→ **Task brief**: Determine how many lines in the data below contain "улица" and write only that number.

[Saved data entries]
"""

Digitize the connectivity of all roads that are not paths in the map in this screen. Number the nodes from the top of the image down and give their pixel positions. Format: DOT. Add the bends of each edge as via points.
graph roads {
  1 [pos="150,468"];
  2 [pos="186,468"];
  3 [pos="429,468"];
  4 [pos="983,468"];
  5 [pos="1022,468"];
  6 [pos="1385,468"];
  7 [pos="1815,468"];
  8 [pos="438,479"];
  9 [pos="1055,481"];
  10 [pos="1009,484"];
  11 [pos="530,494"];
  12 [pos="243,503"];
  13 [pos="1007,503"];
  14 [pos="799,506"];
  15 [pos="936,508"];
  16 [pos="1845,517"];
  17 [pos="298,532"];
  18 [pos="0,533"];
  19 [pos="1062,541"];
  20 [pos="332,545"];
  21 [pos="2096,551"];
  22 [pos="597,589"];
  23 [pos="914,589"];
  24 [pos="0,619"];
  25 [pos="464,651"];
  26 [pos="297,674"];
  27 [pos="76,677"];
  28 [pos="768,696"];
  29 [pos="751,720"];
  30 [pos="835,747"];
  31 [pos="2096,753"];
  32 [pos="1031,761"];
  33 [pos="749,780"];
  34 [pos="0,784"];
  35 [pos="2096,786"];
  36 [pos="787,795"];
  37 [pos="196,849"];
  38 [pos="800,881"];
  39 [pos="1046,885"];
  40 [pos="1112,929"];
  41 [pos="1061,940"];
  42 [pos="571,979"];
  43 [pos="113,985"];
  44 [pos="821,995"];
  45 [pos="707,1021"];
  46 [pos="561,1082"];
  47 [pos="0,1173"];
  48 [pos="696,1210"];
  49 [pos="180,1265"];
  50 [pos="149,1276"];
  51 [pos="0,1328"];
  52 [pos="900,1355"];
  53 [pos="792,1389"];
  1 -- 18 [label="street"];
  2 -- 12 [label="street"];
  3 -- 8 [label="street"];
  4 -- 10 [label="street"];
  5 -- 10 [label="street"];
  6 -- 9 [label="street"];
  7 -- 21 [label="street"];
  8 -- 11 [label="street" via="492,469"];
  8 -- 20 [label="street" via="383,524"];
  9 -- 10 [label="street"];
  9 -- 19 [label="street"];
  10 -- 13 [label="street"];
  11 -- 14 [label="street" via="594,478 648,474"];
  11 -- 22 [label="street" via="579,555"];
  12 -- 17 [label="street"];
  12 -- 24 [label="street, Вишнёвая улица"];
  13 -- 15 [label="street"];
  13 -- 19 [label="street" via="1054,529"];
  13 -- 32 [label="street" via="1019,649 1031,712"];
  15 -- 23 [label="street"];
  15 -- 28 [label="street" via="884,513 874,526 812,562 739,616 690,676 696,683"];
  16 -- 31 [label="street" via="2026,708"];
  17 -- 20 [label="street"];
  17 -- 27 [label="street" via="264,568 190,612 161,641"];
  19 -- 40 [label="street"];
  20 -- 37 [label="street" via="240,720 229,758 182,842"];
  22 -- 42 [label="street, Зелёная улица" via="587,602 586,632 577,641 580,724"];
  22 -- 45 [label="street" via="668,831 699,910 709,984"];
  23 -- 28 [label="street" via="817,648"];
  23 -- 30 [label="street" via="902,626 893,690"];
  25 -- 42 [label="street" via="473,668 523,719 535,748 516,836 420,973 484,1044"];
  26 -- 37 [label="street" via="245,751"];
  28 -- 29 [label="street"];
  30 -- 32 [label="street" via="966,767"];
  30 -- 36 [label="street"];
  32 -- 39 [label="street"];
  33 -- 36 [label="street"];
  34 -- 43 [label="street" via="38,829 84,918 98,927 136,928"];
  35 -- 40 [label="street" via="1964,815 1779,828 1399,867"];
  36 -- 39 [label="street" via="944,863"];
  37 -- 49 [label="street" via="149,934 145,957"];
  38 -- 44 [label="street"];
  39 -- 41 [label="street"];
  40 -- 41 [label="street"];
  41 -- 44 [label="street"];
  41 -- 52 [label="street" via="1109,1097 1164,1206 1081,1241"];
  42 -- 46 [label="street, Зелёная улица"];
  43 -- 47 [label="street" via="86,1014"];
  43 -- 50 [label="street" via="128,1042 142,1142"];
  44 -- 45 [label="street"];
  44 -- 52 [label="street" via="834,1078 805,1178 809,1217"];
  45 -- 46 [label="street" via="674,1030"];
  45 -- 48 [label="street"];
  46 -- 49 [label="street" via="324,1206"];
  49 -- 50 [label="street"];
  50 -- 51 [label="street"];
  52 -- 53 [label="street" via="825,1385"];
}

"""

→ **Written reply**: 3